Set a key as an attribute.

__delattr__(key)[source]

Delete a key as an attribute.

Raises

AttributeError – if the attribute does not correspond to an existing key.

__getstate__()[source]

Needed for pickling this class.

__setstate__(dictionary)[source]

Needed for pickling this class.

__deepcopy__(memo=None)[source]

Deep copy.

vissl.utils.hydra_config.convert_to_attrdict(cfg: omegaconf.dictconfig.DictConfig, cmdline_args: List[Any] = None)[source]

Given the user input Hydra Config, and some command line input options to override the config file: 1. merge and override the command line options in the config 2. Convert the Hydra OmegaConf to AttrDict structure to make it easy

to access the keys in the config file

  1. Also check the config version used is compatible and supported in vissl. In future, we would want to support upgrading the old config versions if we make changes to the VISSL default config structure (deleting, renaming keys)

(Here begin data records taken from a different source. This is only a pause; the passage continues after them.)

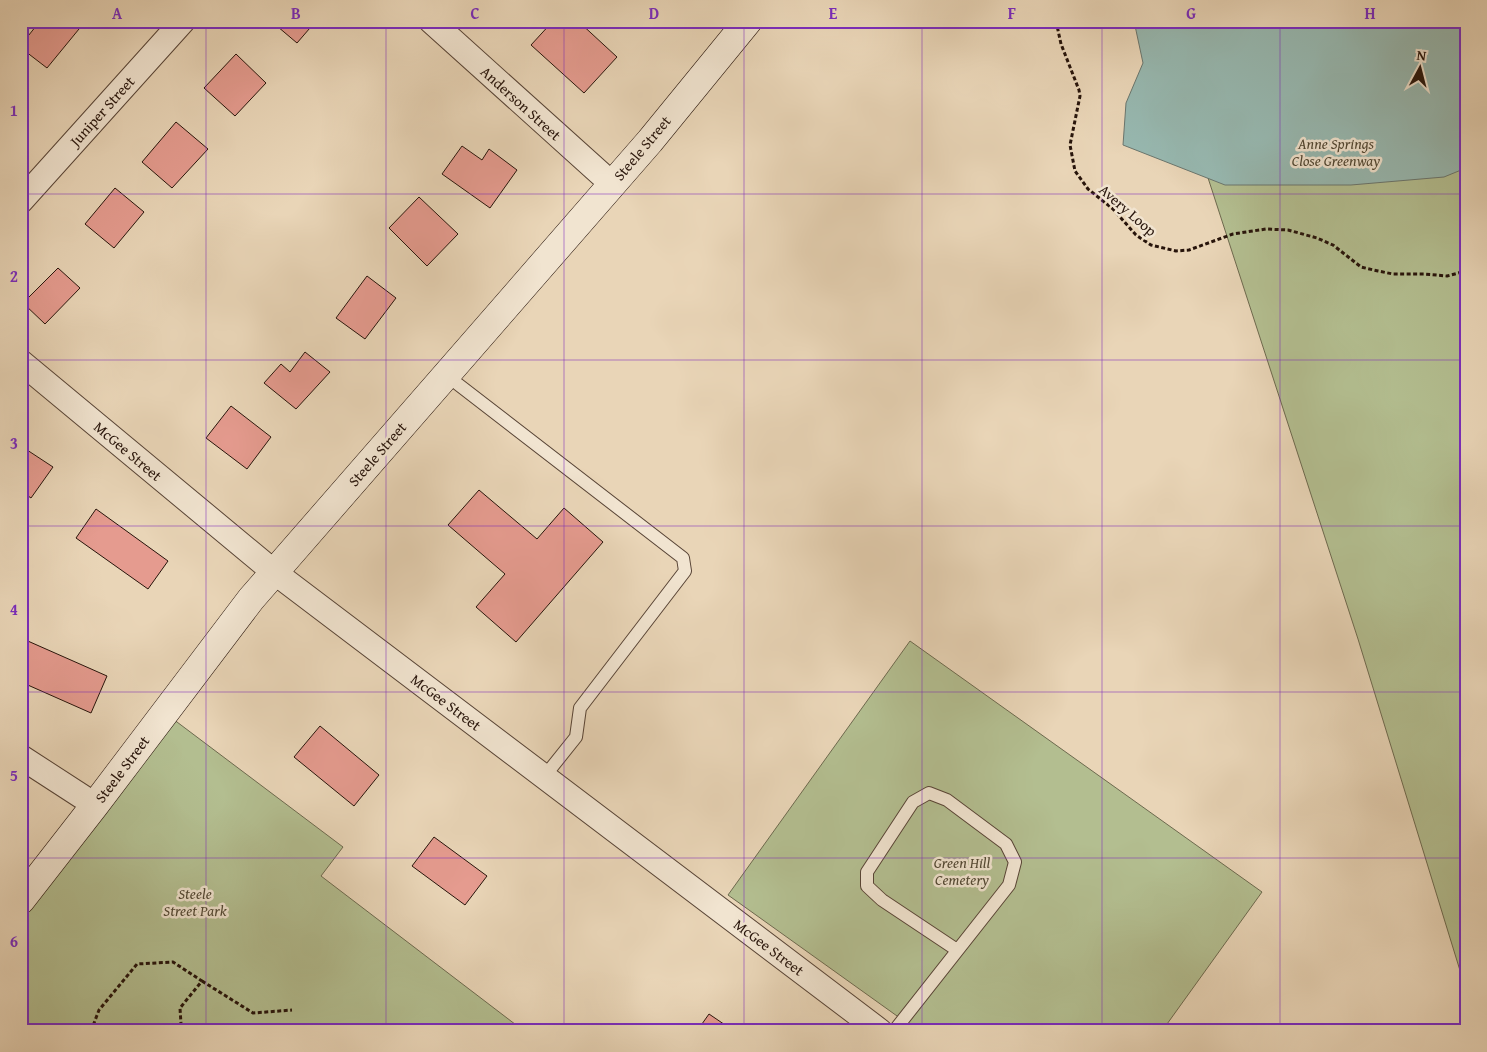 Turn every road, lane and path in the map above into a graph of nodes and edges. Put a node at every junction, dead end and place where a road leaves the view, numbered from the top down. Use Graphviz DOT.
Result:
graph roads {
  1 [pos="183,21"];
  2 [pos="431,21"];
  3 [pos="748,21"];
  4 [pos="1056,21"];
  5 [pos="612,184"];
  6 [pos="21,201"];
  7 [pos="1466,271"];
  8 [pos="21,362"];
  9 [pos="446,375"];
  10 [pos="274,572"];
  11 [pos="21,757"];
  12 [pos="544,777"];
  13 [pos="95,805"];
  14 [pos="21,900"];
  15 [pos="957,950"];
  16 [pos="202,981"];
  17 [pos="292,1010"];
  18 [pos="91,1031"];
  19 [pos="189,1031"];
  20 [pos="880,1031"];
  21 [pos="894,1031"];
  1 -- 6 [label="street, Juniper Street"];
  2 -- 5 [label="street, Anderson Street"];
  3 -- 5 [label="street, Steele Street"];
  4 -- 7 [label="path, Avery Loop"];
  5 -- 9 [label="street, Steele Street"];
  8 -- 10 [label="street, McGee Street"];
  9 -- 10 [label="street, Steele Street"];
  9 -- 12 [label="lane"];
  10 -- 12 [label="street, McGee Street"];
  10 -- 13 [label="street, Steele Street"];
  11 -- 13 [label="street"];
  12 -- 20 [label="street, McGee Street"];
  13 -- 14 [label="street, Steele Street"];
  15 -- 15 [label="lane"];
  15 -- 21 [label="lane"];
  16 -- 17 [label="path"];
  16 -- 18 [label="path"];
  16 -- 19 [label="path"];
} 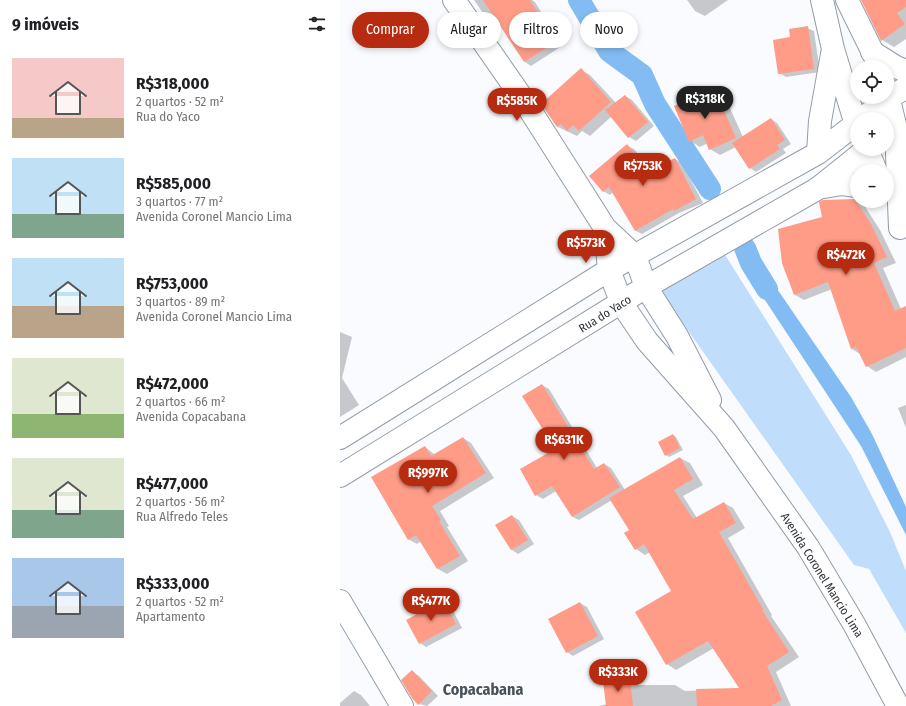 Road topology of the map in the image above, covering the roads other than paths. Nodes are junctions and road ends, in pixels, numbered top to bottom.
1 (454, 0) edge
2 (822, 0) edge
3 (847, 0) edge
4 (833, 49) junction
5 (876, 59) edge
6 (906, 71) edge
7 (894, 92) edge
8 (880, 104) edge
9 (854, 112) edge
10 (872, 112) edge
11 (896, 129) edge
12 (850, 130) edge
13 (818, 153) junction
14 (858, 156) edge
15 (850, 185) edge
16 (817, 189) junction
17 (894, 217) edge
18 (605, 228) junction
19 (634, 256) junction
20 (610, 270) junction
21 (646, 287) junction
22 (622, 304) junction
23 (724, 428) junction
24 (340, 438) edge
25 (340, 476) edge
26 (340, 601) edge
27 (402, 706) edge
28 (898, 706) edge

1 - 18 street, Avenida Coronel Mancio Lima
2 - 4 street
3 - 5 street
4 - 9 street
4 - 13 street
5 - 6 street
7 - 11 street
8 - 10 street
11 - 17 street
12 - 13 street
13 - 19 street
14 - 16 street, Rua do Yaco
15 - 16 street
16 - 21 street, Rua do Yaco
18 - 19 street, Avenida Coronel Mancio Lima
18 - 20 street, Avenida Coronel Mancio Lima
19 - 20 street
19 - 21 street, Avenida Coronel Mancio Lima
20 - 22 street, Avenida Coronel Mancio Lima
20 - 24 street
21 - 22 street, Rua do Yaco
21 - 23 street, Avenida Coronel Mancio Lima
22 - 23 street, Avenida Coronel Mancio Lima
22 - 25 street, Rua do Yaco
23 - 28 street, Avenida Coronel Mancio Lima
26 - 27 street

  2. We infer values of some parameters in the config file using the other parameter values.

vissl.utils.hydra_config.is_hydra_available()[source]

Check if Hydra is available. Simply python import to test.

vissl.utils.hydra_config.print_cfg(cfg)[source]

Supports printing both Hydra DictConfig and also the AttrDict config

vissl.utils.hydra_config.resolve_linear_schedule(cfg, param_schedulers)[source]

For the given composite schedulers, for each linear schedule, if the training is 1 node only, the https://arxiv.org/abs/1706.02677 linear warmup rule has to be checked if the rule is applicable and necessary.

We set the end_value = scaled_lr (assuming it’s a linear warmup). In case only 1 machine is used in training, the start_lr = scaled_lr and then the linear warmup is not needed.

vissl.utils.hydra_config.get_scaled_lr_scheduler(cfg, param_schedulers, scaled_lr)[source]

Scale learning rate value for different Learning rate types. See assert_learning_rate() for how the scaled LR is calculated.

Values changed for learning rate schedules: 1. cosine:

end_value = scaled_lr * (end_value / start_value) start_value = scaled_lr and

  1. multistep:

    gamma = values[1] / values[0] values = [scaled_lr * pow(gamma, idx) for idx in range(len(values))]

  2. step_with_fixed_gamma

    base_value = scaled_lr

  3. linear: end_value = scaled_lr

  4. inverse_sqrt: start_value = scaled_lr

  5. constant: value = scaled_lr

  6. composite:

    recursively call to scale each composition. If the composition consists of a linear schedule, we assume that a linear warmup is applied. If the linear warmup is applied, it’s possible the warmup is not necessary if the global batch_size is smaller than the base_lr_batch_size and in that case, we remove the linear warmup from the schedule.

vissl.utils.hydra_config.assert_learning_rate(cfg)[source]

1) Assert the Learning rate here. LR is scaled as per https://arxiv.org/abs/1706.02677. to turn this automatic scaling off, set config.OPTIMIZER.param_schedulers.lr.auto_lr_scaling.auto_scale=false

scaled_lr is calculated:
given base_lr_batch_size = batch size for which the base learning rate is specified,

base_value = base learning rate value that will be scaled, The current batch size is used to determine how to scale the base learning rate value.

scaled_lr = ((batchsize_per_gpu * world_size) * base_value ) / base_lr_batch_size

We perform this auto-scaling for head learning rate as well if user wants to use a different learning rate for the head

  1. infer the model head params weight decay: if the head should use a different weight decay value than the trunk. If using different weight decay value for the head, set here. otherwise, the same value as trunk will be automatically used.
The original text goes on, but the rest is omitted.